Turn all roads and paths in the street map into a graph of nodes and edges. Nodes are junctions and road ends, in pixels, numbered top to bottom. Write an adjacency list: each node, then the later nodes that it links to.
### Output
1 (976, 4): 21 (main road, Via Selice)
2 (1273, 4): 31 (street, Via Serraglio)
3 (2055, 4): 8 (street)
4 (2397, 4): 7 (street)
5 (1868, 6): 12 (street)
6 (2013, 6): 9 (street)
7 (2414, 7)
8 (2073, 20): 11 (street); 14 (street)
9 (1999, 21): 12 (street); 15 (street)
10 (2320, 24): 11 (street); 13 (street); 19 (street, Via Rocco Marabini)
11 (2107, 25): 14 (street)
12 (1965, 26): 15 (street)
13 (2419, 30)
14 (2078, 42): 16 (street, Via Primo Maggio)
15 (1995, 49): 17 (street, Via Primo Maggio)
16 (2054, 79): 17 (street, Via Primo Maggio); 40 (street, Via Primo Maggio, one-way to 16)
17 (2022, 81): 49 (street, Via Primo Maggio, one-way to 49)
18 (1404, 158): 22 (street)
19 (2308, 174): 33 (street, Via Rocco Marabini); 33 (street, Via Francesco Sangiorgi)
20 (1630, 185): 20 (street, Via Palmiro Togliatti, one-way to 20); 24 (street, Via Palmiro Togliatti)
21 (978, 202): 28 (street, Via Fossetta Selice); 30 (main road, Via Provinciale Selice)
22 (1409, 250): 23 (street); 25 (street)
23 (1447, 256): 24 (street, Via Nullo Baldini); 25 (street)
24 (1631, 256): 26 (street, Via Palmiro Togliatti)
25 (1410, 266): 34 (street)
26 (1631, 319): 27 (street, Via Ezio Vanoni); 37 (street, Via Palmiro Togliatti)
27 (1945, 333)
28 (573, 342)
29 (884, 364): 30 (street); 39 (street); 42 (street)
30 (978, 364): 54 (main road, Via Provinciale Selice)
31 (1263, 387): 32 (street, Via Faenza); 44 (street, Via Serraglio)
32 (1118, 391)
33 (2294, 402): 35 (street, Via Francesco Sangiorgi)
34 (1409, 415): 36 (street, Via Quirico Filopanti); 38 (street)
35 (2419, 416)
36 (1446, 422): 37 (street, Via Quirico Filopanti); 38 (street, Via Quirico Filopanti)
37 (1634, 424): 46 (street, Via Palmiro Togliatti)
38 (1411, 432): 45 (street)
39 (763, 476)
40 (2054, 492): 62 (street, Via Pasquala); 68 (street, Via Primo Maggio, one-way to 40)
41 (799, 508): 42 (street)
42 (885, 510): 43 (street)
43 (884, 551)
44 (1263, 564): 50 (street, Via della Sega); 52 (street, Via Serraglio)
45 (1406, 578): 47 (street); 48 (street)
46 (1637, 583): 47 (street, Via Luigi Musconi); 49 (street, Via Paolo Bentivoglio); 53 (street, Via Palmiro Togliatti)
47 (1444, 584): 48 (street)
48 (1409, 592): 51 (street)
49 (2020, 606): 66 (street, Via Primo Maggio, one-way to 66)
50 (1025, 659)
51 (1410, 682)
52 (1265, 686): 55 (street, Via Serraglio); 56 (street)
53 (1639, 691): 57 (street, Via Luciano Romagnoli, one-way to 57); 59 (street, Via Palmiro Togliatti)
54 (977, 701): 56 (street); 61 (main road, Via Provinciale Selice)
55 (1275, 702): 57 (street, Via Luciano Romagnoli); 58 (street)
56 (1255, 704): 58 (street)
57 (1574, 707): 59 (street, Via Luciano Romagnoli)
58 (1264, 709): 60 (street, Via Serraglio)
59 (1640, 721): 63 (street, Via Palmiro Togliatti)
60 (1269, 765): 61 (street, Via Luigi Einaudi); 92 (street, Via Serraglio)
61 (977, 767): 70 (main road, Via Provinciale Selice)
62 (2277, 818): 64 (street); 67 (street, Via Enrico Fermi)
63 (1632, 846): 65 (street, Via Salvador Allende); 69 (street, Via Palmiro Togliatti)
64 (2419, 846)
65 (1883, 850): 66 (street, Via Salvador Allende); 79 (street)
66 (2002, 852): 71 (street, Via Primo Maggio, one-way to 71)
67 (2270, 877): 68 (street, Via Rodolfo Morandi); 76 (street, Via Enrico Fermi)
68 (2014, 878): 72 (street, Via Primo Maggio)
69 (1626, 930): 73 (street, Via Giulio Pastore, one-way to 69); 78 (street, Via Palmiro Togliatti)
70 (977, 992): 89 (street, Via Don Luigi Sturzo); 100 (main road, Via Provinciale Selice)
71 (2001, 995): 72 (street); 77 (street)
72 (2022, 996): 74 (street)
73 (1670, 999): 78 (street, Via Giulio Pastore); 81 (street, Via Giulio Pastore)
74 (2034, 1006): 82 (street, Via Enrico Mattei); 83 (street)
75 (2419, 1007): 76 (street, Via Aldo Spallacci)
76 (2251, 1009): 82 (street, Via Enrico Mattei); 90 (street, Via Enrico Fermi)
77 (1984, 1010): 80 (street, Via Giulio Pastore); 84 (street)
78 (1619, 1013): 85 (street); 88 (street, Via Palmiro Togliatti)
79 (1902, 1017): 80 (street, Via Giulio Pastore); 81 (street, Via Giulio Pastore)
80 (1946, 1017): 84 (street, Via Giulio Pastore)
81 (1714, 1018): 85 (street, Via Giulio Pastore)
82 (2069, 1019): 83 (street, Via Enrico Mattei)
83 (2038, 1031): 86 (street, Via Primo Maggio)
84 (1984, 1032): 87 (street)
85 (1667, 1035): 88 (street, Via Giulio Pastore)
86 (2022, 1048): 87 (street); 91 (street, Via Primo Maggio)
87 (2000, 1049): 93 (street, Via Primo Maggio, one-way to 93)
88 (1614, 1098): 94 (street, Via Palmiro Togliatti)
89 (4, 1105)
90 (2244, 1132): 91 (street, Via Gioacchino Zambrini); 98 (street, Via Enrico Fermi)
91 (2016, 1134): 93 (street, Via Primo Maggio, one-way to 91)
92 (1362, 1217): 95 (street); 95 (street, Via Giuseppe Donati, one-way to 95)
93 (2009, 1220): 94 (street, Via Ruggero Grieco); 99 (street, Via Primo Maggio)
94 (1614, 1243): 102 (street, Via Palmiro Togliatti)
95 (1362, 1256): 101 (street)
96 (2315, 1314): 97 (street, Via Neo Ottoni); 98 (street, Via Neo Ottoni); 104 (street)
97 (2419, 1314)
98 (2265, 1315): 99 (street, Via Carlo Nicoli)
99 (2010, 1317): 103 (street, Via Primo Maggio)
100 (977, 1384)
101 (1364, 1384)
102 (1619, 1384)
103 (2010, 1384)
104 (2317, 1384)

_ _ _

Your job here is to copy the entries above exactly.

# [Result]
Turn all roads and paths in the street map into a graph of nodes and edges. Nodes are junctions and road ends, in pixels, numbered top to bottom. Write an adjacency list: each node, then the later nodes that it links to.
### Output
1 (976, 4): 21 (main road, Via Selice)
2 (1273, 4): 31 (street, Via Serraglio)
3 (2055, 4): 8 (street)
4 (2397, 4): 7 (street)
5 (1868, 6): 12 (street)
6 (2013, 6): 9 (street)
7 (2414, 7)
8 (2073, 20): 11 (street); 14 (street)
9 (1999, 21): 12 (street); 15 (street)
10 (2320, 24): 11 (street); 13 (street); 19 (street, Via Rocco Marabini)
11 (2107, 25): 14 (street)
12 (1965, 26): 15 (street)
13 (2419, 30)
14 (2078, 42): 16 (street, Via Primo Maggio)
15 (1995, 49): 17 (street, Via Primo Maggio)
16 (2054, 79): 17 (street, Via Primo Maggio); 40 (street, Via Primo Maggio, one-way to 16)
17 (2022, 81): 49 (street, Via Primo Maggio, one-way to 49)
18 (1404, 158): 22 (street)
19 (2308, 174): 33 (street, Via Rocco Marabini); 33 (street, Via Francesco Sangiorgi)
20 (1630, 185): 20 (street, Via Palmiro Togliatti, one-way to 20); 24 (street, Via Palmiro Togliatti)
21 (978, 202): 28 (street, Via Fossetta Selice); 30 (main road, Via Provinciale Selice)
22 (1409, 250): 23 (street); 25 (street)
23 (1447, 256): 24 (street, Via Nullo Baldini); 25 (street)
24 (1631, 256): 26 (street, Via Palmiro Togliatti)
25 (1410, 266): 34 (street)
26 (1631, 319): 27 (street, Via Ezio Vanoni); 37 (street, Via Palmiro Togliatti)
27 (1945, 333)
28 (573, 342)
29 (884, 364): 30 (street); 39 (street); 42 (street)
30 (978, 364): 54 (main road, Via Provinciale Selice)
31 (1263, 387): 32 (street, Via Faenza); 44 (street, Via Serraglio)
32 (1118, 391)
33 (2294, 402): 35 (street, Via Francesco Sangiorgi)
34 (1409, 415): 36 (street, Via Quirico Filopanti); 38 (street)
35 (2419, 416)
36 (1446, 422): 37 (street, Via Quirico Filopanti); 38 (street, Via Quirico Filopanti)
37 (1634, 424): 46 (street, Via Palmiro Togliatti)
38 (1411, 432): 45 (street)
39 (763, 476)
40 (2054, 492): 62 (street, Via Pasquala); 68 (street, Via Primo Maggio, one-way to 40)
41 (799, 508): 42 (street)
42 (885, 510): 43 (street)
43 (884, 551)
44 (1263, 564): 50 (street, Via della Sega); 52 (street, Via Serraglio)
45 (1406, 578): 47 (street); 48 (street)
46 (1637, 583): 47 (street, Via Luigi Musconi); 49 (street, Via Paolo Bentivoglio); 53 (street, Via Palmiro Togliatti)
47 (1444, 584): 48 (street)
48 (1409, 592): 51 (street)
49 (2020, 606): 66 (street, Via Primo Maggio, one-way to 66)
50 (1025, 659)
51 (1410, 682)
52 (1265, 686): 55 (street, Via Serraglio); 56 (street)
53 (1639, 691): 57 (street, Via Luciano Romagnoli, one-way to 57); 59 (street, Via Palmiro Togliatti)
54 (977, 701): 56 (street); 61 (main road, Via Provinciale Selice)
55 (1275, 702): 57 (street, Via Luciano Romagnoli); 58 (street)
56 (1255, 704): 58 (street)
57 (1574, 707): 59 (street, Via Luciano Romagnoli)
58 (1264, 709): 60 (street, Via Serraglio)
59 (1640, 721): 63 (street, Via Palmiro Togliatti)
60 (1269, 765): 61 (street, Via Luigi Einaudi); 92 (street, Via Serraglio)
61 (977, 767): 70 (main road, Via Provinciale Selice)
62 (2277, 818): 64 (street); 67 (street, Via Enrico Fermi)
63 (1632, 846): 65 (street, Via Salvador Allende); 69 (street, Via Palmiro Togliatti)
64 (2419, 846)
65 (1883, 850): 66 (street, Via Salvador Allende); 79 (street)
66 (2002, 852): 71 (street, Via Primo Maggio, one-way to 71)
67 (2270, 877): 68 (street, Via Rodolfo Morandi); 76 (street, Via Enrico Fermi)
68 (2014, 878): 72 (street, Via Primo Maggio)
69 (1626, 930): 73 (street, Via Giulio Pastore, one-way to 69); 78 (street, Via Palmiro Togliatti)
70 (977, 992): 89 (street, Via Don Luigi Sturzo); 100 (main road, Via Provinciale Selice)
71 (2001, 995): 72 (street); 77 (street)
72 (2022, 996): 74 (street)
73 (1670, 999): 78 (street, Via Giulio Pastore); 81 (street, Via Giulio Pastore)
74 (2034, 1006): 82 (street, Via Enrico Mattei); 83 (street)
75 (2419, 1007): 76 (street, Via Aldo Spallacci)
76 (2251, 1009): 82 (street, Via Enrico Mattei); 90 (street, Via Enrico Fermi)
77 (1984, 1010): 80 (street, Via Giulio Pastore); 84 (street)
78 (1619, 1013): 85 (street); 88 (street, Via Palmiro Togliatti)
79 (1902, 1017): 80 (street, Via Giulio Pastore); 81 (street, Via Giulio Pastore)
80 (1946, 1017): 84 (street, Via Giulio Pastore)
81 (1714, 1018): 85 (street, Via Giulio Pastore)
82 (2069, 1019): 83 (street, Via Enrico Mattei)
83 (2038, 1031): 86 (street, Via Primo Maggio)
84 (1984, 1032): 87 (street)
85 (1667, 1035): 88 (street, Via Giulio Pastore)
86 (2022, 1048): 87 (street); 91 (street, Via Primo Maggio)
87 (2000, 1049): 93 (street, Via Primo Maggio, one-way to 93)
88 (1614, 1098): 94 (street, Via Palmiro Togliatti)
89 (4, 1105)
90 (2244, 1132): 91 (street, Via Gioacchino Zambrini); 98 (street, Via Enrico Fermi)
91 (2016, 1134): 93 (street, Via Primo Maggio, one-way to 91)
92 (1362, 1217): 95 (street); 95 (street, Via Giuseppe Donati, one-way to 95)
93 (2009, 1220): 94 (street, Via Ruggero Grieco); 99 (street, Via Primo Maggio)
94 (1614, 1243): 102 (street, Via Palmiro Togliatti)
95 (1362, 1256): 101 (street)
96 (2315, 1314): 97 (street, Via Neo Ottoni); 98 (street, Via Neo Ottoni); 104 (street)
97 (2419, 1314)
98 (2265, 1315): 99 (street, Via Carlo Nicoli)
99 (2010, 1317): 103 (street, Via Primo Maggio)
100 (977, 1384)
101 (1364, 1384)
102 (1619, 1384)
103 (2010, 1384)
104 (2317, 1384)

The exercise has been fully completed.